Aim of the exercise: Within the material below, count every line with the string "Puyuh". Give no more than the number.

Records to process:
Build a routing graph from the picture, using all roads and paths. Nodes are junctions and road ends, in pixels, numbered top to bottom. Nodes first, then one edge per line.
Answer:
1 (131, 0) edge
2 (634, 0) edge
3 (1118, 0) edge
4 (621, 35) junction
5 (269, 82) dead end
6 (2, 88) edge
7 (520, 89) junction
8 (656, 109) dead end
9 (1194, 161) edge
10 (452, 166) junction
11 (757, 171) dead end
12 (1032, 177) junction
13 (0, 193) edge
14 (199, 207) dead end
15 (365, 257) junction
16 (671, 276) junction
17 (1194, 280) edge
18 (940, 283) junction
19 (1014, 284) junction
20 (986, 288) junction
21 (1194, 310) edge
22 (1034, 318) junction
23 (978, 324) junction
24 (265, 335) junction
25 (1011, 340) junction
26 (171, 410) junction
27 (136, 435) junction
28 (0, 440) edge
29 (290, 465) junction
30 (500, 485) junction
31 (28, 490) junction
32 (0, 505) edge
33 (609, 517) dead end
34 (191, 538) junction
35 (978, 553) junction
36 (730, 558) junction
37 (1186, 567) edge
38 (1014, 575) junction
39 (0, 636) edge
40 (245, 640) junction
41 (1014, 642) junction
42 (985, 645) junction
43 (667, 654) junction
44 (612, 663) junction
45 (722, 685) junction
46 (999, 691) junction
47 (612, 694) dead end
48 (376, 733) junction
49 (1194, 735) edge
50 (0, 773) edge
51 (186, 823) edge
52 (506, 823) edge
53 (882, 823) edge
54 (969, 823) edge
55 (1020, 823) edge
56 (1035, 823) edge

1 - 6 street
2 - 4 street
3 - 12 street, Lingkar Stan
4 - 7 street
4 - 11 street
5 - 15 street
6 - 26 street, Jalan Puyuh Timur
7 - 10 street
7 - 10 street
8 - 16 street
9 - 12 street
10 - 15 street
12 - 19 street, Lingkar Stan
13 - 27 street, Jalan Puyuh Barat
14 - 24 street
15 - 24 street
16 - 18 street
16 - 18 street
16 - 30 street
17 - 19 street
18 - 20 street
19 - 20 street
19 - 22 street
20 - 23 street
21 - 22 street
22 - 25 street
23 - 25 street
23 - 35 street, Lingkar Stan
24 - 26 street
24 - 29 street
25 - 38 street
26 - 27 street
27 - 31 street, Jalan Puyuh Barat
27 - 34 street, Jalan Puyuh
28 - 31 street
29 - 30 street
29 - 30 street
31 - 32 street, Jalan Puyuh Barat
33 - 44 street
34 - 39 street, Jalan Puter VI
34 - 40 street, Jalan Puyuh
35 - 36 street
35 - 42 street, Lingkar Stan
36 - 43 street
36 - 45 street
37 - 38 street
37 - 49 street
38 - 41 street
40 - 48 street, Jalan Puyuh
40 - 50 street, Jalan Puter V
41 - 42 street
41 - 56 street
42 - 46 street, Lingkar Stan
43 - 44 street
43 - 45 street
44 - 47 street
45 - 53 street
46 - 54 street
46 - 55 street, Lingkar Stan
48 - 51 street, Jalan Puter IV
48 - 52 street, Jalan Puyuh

Response: 8